B, an exempt organization, wholly owns (by voting power) C, a taxable corporation. C holds a 51% profits interest in D, a partnership. Under the principles of section 318, B is deemed to own 51% of D (100% of C's 51% interest in D). Thus, B controls both C and D, which are therefore both related organizations with respect to B.

Example 2.

X, an exempt organization, owns 80% (by value) of Y, a taxable corporation. Y holds a 60% profits interest as a limited partner of Z, a limited partnership. Under the principles of section 318, X is deemed to own 48% of Z (80% of Y's 60% interest in Z). Thus, X controls Y. X does not control Z through X's ownership in Y. Y is a related organization with respect to X, and (absent other facts) Z is not.

Example 3.

Same facts as in Example 2, except that Y is also one of three general partners of Z. Because Y controls Z through means other than ownership percentage, and X controls Y, in these circumstances, Z is a related organization with respect to X. The other general partners of Z (if organizations) are not related organizations with respect to X, absent other facts.

Example 4.

Organizations A, B, C, and D are nonprofit organizations. Organization A appoints the board of Organization B, which appoints the board of Organization C. A majority of the board members of Organization D are also board members of Organization A. Under these circumstances, Organizations B and D are directly controlled by Organization A, and Organization C is indirectly controlled by Organization A. Therefore, Organizations B, C, and D are subsidiaries of Organization A; Organization C is also a subsidiary of Organization B; and Organizations B and C have a brother/sister relationship with Organization D.

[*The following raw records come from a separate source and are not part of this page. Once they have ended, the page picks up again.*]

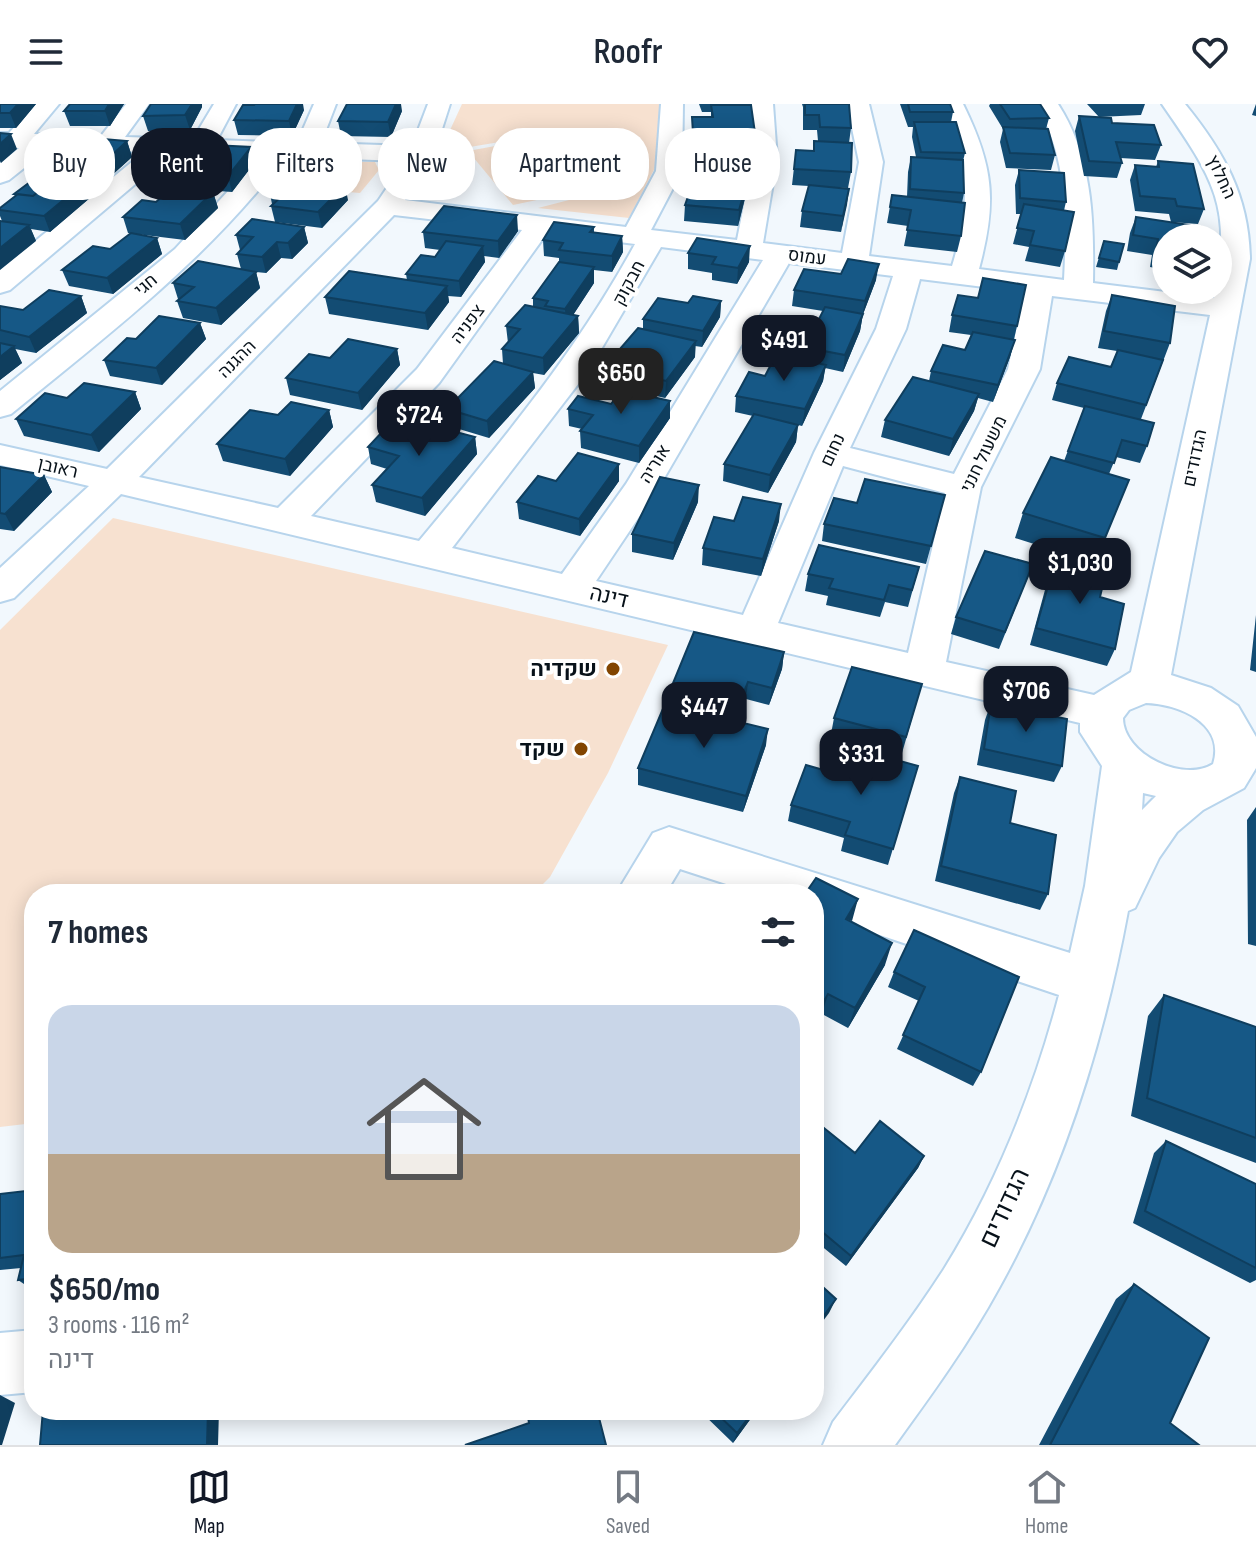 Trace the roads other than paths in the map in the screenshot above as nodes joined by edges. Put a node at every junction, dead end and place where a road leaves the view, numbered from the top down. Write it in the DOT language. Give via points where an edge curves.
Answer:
graph roads {
  1 [pos="48,104"];
  2 [pos="138,104"];
  3 [pos="225,104"];
  4 [pos="325,104"];
  5 [pos="439,104"];
  6 [pos="672,104"];
  7 [pos="762,104"];
  8 [pos="858,104"];
  9 [pos="952,104"];
  10 [pos="1047,104"];
  11 [pos="1173,104"];
  12 [pos="211,128"];
  13 [pos="307,128"];
  14 [pos="431,128"];
  15 [pos="1062,128"];
  16 [pos="1092,129"];
  17 [pos="1165,130"];
  18 [pos="1194,131"];
  19 [pos="115,134"];
  20 [pos="8,140"];
  21 [pos="24,156"];
  22 [pos="0,175"];
  23 [pos="131,175"];
  24 [pos="248,191"];
  25 [pos="392,200"];
  26 [pos="388,206"];
  27 [pos="1246,216"];
  28 [pos="539,224"];
  29 [pos="643,237"];
  30 [pos="764,252"];
  31 [pos="1236,259"];
  32 [pos="854,263"];
  33 [pos="909,269"];
  34 [pos="963,276"];
  35 [pos="1256,279"];
  36 [pos="0,284"];
  37 [pos="1039,285"];
  38 [pos="1078,290"];
  39 [pos="1241,312"];
  40 [pos="0,407"];
  41 [pos="831,453"];
  42 [pos="0,455"];
  43 [pos="115,481"];
  44 [pos="964,487"];
  45 [pos="287,520"];
  46 [pos="428,554"];
  47 [pos="572,588"];
  48 [pos="0,589"];
  49 [pos="1164,608"];
  50 [pos="755,632"];
  51 [pos="924,672"];
  52 [pos="1142,688"];
  53 [pos="1215,710"];
  54 [pos="1103,713"];
  55 [pos="1256,733"];
  56 [pos="1124,764"];
  57 [pos="1228,783"];
  58 [pos="730,881"];
  59 [pos="646,884"];
  60 [pos="824,902"];
  61 [pos="1091,962"];
  62 [pos="24,1362"];
  63 [pos="0,1364"];
  64 [pos="856,1445"];
  1 -- 20 [label="street"];
  2 -- 19 [label="street"];
  3 -- 12 [label="street"];
  4 -- 13 [label="street, חגי"];
  5 -- 14 [label="street, ההגנה"];
  6 -- 29 [label="street, חבקוק" via="669,171"];
  7 -- 30 [label="street, אוריה" via="768,134"];
  8 -- 32 [label="street" via="871,162"];
  9 -- 34 [label="street" via="981,173 981,216"];
  10 -- 15 [label="street"];
  11 -- 18 [label="street, החלוץ"];
  15 -- 16 [label="street"];
  15 -- 38 [label="street" via="1081,216"];
  17 -- 18 [label="street"];
  18 -- 27 [label="street, החלוץ"];
  21 -- 22 [label="street"];
  23 -- 36 [label="street"];
  24 -- 40 [label="street, חגי" via="196,243"];
  25 -- 26 [label="street, ההגנה"];
  26 -- 28 [label="street, עמוס"];
  26 -- 43 [label="street, ההגנה"];
  27 -- 31 [label="street, החלוץ"];
  28 -- 29 [label="street, עמוס"];
  28 -- 45 [label="street, צפניה" via="428,376"];
  29 -- 30 [label="street, עמוס"];
  29 -- 46 [label="street, חבקוק" via="623,297 570,377"];
  30 -- 32 [label="street, עמוס"];
  30 -- 47 [label="street, אוריה" via="642,487"];
  31 -- 35 [label="street"];
  31 -- 39 [label="street, החלוץ"];
  32 -- 33 [label="street, עמוס"];
  33 -- 34 [label="street, עמוס"];
  33 -- 41 [label="street, נחום" via="891,329"];
  34 -- 37 [label="street, עמוס"];
  37 -- 38 [label="street, עמוס"];
  37 -- 44 [label="street, משעול חנני" via="1024,369"];
  38 -- 39 [label="street, עמוס"];
  39 -- 49 [label="street, הגדודים" via="1219,348"];
  41 -- 44 [label="street"];
  41 -- 50 [label="street, נחום"];
  42 -- 43 [label="street, ראובן"];
  43 -- 45 [label="street, דינה"];
  43 -- 48 [label="street, ההגנה"];
  44 -- 51 [label="street, משעול חנני"];
  45 -- 46 [label="street, דינה"];
  46 -- 47 [label="street, דינה"];
  47 -- 50 [label="street, דינה"];
  49 -- 52 [label="street, הגדודים" via="1151,674"];
  49 -- 53 [label="street, הגדודים" via="1175,653"];
  50 -- 51 [label="street, דינה"];
  51 -- 54 [label="street, דינה"];
  52 -- 53 [label="street" via="1178,691"];
  52 -- 54 [label="street" via="1111,701"];
  53 -- 55 [label="street"];
  53 -- 57 [label="street" via="1231,727 1240,756"];
  54 -- 56 [label="street" via="1104,739"];
  56 -- 57 [label="street" via="1162,784"];
  56 -- 61 [label="street, הגדודים"];
  57 -- 61 [label="street, הגדודים" via="1173,804 1152,828"];
  58 -- 59 [label="street" via="669,846"];
  60 -- 61 [label="street"];
  61 -- 64 [label="street, הגדודים" via="1041,1129 994,1239 926,1348"];
  62 -- 63 [label="street"];
}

Group exemption.    Central organizations and subordinate organizations of a group exemption are not required to be listed as related organizations in Schedule R, Part II. All other related organizations of the central organization or of a subordinate organization are required to be listed in Schedule R. The following rules apply.
  • An organization that is a central or subordinate organization in a group exemption (whether filing an individual return or a group return) is not required to list any of the subordinate organizations of the group in Schedule R, Part II.

  • In the case of a group return, the central organization must attach a list of the subordinate organizations included in the group return in response to Form 990, page one, item H(b). The central organization must list in Schedule R the related organizations of each subordinate organization other than (1) related organizations that are included within the group exemption, or (2) related organizations that the central organization knows to be included in another group exemption. If an organization is not listed because it is known to be included in another group exemption, the central organization must explain in Part VII the relationship between its own group and members and the related organization known to be included in another group exemption (but you need not include the names of such related organizations).

  • An organization that is not included in a group exemption is not required to list a related organization that is included in a group exemption. Similarly, an organization that is included in a group exemption is not required to list a related organization that is included in another group exemption. In either case, the organization must explain in Part VII the relationship between it and the related organization included in another group exemption (but you need not include the names of such related organizations).

 
Even if a related organization is not required to be listed in Part II, however, the organization must report its transactions with the related organization in Part V, as required by the Part V instructions (for example, transactions over the applicable $50,000 reporting threshold for line 2), including listing the name of the related organization in Part V, line 2, column (a), for transactions that must be reported in line 2.